Unstoppable credit and debit cards
In spite of the ban debit and credit cards may still rule the faster-payment sectors. Users have been increasing in the past few years in the UK and Europe. Based on UK Finance’s 2019 report, throughout the previous year the use of debit cards in the UK grew 14 percent - or up to 15.1 billion payments made. It projects even greater growth after the pandemic. Debit card payment volumes are forecast to reach 22.3 billion payments in 2028 - accounting for more than half of all payments in the UK. The same report showed credit cards in 2018 saw an increase of 4 percent - or 3.2 billion payments made over the previous year in the UK.
However, the effect of regulatory changes - and other economic complexities - on the volume growth of both debit and credit cards remains to be seen, experts said.
A strategy for the anticipated outcome of the ban is important for businesses and merchants to remain profitable, Fintech Times wrote. According to the news outlet, because the ban doesn’t apply to corporate and non-EU cards, merchants will need technical support to avoid overcharging and violating the law and incurring fines. Merchants could recoup an average of 1.77 percent from total transaction values, according to an analysis of more than 3.5 million corporate transactions conducted by UK-based payments company APEXX Global.
APEXX data demonstrates the travel sector lost almost £18,000 for every £1 million in revenue because merchants were "afraid" of overcharging on surcharge fees and misunderstood the regulations, according to the Fintech Times February 2019 report.

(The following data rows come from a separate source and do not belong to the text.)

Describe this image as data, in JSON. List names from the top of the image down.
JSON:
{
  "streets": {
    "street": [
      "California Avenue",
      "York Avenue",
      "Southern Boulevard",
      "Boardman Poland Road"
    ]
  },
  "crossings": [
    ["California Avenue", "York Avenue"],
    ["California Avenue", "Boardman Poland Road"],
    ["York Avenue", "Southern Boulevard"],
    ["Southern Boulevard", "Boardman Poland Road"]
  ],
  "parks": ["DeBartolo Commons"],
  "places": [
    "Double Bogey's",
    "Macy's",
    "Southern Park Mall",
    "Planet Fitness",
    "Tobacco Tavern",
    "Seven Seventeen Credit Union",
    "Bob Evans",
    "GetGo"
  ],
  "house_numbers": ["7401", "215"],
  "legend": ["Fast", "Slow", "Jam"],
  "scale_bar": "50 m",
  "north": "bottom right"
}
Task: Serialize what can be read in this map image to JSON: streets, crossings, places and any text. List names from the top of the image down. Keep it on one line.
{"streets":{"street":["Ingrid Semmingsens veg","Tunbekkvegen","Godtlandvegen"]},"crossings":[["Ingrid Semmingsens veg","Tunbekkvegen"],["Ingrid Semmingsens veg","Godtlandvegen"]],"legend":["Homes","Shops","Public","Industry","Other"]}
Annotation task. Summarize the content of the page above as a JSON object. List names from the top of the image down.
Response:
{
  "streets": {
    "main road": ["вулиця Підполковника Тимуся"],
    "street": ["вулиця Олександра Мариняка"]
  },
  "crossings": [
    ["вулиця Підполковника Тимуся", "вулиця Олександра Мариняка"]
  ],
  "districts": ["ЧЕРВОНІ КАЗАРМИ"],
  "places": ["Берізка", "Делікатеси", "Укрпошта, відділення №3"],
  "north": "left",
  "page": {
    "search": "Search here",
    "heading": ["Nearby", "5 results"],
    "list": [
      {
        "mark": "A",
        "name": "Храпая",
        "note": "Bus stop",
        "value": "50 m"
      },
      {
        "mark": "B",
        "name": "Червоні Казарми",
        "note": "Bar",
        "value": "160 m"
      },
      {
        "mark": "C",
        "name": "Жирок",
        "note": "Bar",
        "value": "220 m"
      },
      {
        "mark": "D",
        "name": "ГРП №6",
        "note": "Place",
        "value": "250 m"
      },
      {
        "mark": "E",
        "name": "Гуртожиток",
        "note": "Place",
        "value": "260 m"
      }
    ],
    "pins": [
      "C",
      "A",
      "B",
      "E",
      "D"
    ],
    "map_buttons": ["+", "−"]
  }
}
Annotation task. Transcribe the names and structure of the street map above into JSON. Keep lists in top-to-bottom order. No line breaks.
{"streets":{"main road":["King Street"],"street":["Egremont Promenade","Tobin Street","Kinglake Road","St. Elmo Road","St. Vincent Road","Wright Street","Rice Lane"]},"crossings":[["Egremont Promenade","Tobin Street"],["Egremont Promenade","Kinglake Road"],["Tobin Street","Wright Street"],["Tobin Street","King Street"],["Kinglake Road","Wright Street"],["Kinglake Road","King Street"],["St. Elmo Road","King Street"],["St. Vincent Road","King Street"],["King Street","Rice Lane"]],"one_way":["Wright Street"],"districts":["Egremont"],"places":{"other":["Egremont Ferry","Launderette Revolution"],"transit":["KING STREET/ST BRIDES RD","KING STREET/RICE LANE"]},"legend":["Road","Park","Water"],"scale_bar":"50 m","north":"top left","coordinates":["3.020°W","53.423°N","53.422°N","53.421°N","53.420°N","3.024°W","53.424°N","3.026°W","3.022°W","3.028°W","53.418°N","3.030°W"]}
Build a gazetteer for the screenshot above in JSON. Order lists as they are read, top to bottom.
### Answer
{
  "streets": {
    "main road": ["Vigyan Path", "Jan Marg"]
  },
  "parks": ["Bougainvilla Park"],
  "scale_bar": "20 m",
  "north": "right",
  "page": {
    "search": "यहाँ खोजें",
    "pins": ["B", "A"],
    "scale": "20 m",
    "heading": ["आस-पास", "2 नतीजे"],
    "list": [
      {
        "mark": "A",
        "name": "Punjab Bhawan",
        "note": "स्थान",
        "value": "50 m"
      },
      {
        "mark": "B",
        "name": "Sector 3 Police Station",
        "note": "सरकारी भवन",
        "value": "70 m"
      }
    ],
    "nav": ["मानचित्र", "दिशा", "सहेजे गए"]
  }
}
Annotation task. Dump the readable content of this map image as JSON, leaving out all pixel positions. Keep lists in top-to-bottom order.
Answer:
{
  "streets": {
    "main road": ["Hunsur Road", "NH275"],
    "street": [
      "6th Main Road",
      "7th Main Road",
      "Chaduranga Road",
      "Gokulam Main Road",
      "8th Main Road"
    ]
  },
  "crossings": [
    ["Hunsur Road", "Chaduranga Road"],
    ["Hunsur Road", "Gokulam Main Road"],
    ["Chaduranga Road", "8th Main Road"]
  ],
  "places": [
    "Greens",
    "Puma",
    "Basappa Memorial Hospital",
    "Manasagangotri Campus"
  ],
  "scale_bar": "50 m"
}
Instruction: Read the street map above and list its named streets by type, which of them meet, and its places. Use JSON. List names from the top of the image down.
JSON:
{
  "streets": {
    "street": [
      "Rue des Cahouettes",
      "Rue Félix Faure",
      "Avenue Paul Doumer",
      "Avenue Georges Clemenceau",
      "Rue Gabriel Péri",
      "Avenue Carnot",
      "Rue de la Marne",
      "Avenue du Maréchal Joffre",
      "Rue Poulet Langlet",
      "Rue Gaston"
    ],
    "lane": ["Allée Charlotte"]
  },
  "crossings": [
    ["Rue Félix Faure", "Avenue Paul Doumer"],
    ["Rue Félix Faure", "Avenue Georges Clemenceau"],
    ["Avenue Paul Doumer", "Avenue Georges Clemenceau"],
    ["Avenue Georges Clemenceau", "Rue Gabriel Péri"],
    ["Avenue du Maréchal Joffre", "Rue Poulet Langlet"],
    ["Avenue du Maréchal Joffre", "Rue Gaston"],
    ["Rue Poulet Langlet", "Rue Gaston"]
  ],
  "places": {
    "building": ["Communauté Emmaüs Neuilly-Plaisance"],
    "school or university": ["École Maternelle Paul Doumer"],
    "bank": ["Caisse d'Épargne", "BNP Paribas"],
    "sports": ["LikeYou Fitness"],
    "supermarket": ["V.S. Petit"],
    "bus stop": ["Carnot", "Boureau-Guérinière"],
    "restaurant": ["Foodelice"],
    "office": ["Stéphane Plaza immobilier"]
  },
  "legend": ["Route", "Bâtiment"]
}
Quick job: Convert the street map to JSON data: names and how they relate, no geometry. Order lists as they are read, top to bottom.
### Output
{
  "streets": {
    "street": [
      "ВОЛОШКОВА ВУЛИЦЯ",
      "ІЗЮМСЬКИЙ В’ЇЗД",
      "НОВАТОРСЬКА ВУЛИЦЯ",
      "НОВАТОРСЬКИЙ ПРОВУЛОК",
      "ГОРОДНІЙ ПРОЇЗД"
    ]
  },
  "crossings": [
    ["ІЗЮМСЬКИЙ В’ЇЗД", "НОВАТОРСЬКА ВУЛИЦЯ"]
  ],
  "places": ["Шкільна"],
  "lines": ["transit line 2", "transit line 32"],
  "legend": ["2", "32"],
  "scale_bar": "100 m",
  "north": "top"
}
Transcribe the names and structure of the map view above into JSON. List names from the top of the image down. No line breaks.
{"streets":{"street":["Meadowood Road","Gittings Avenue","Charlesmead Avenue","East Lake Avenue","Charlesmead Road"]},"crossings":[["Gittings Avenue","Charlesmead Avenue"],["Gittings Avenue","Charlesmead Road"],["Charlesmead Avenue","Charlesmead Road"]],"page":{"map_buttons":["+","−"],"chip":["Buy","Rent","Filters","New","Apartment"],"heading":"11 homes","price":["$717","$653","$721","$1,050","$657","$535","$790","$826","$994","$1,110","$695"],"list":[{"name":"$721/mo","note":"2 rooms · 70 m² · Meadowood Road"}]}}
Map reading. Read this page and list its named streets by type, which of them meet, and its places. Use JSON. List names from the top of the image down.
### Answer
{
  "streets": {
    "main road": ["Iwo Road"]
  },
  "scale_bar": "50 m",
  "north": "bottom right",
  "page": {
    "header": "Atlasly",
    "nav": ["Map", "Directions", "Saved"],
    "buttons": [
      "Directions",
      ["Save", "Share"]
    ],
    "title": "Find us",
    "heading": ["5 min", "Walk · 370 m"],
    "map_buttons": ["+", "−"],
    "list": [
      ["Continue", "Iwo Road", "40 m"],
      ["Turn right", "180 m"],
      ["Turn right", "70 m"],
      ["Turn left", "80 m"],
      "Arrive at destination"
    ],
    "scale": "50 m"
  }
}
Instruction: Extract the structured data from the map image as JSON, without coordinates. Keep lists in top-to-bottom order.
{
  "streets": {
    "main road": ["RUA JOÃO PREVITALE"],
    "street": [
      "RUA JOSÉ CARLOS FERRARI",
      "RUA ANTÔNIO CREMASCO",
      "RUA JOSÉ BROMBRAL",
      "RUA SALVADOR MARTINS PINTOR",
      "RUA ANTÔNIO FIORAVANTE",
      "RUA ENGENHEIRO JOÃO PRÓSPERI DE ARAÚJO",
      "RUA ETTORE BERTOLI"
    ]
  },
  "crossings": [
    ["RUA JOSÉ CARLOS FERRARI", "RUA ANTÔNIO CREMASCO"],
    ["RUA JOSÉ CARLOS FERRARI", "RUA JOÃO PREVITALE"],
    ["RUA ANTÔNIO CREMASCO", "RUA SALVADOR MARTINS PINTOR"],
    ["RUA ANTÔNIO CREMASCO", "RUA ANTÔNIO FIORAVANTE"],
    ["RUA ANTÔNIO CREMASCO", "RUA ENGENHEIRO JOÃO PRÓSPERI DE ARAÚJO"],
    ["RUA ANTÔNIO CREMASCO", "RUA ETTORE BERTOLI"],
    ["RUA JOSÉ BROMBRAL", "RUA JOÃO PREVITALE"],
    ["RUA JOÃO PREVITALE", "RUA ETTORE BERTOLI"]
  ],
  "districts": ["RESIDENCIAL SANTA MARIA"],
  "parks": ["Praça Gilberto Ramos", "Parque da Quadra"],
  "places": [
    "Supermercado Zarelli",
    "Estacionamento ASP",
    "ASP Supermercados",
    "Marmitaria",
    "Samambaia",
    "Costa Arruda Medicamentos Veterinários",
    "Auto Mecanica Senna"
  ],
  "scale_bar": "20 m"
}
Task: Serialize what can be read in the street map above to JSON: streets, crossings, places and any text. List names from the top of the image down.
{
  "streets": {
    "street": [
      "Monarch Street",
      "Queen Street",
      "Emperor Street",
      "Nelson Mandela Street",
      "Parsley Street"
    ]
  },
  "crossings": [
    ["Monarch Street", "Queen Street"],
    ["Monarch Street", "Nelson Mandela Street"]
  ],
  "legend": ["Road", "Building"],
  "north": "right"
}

Merchants imposing surcharges were likely to undercharge and were ultimately unable to recover the permissible amount, it said. APEXX’s Surcharge Inspector monitoring tool can help merchants counterbalance extra fees within an “acceptable rate”. The APEXX Surcharge Inspector lets merchants inspect processed transactions and provides an immediate calculation for the maximum permissible amount. It says it ensures all surcharges are “well-recovered” and within EU regulations and its product typically offers a return on investment of 20 times.
GoCardless's Pranav says the surcharge ban may leave a mark on the payments industry but asks if this is a significant shift from card payments or an increase in market share for alternative payment methods.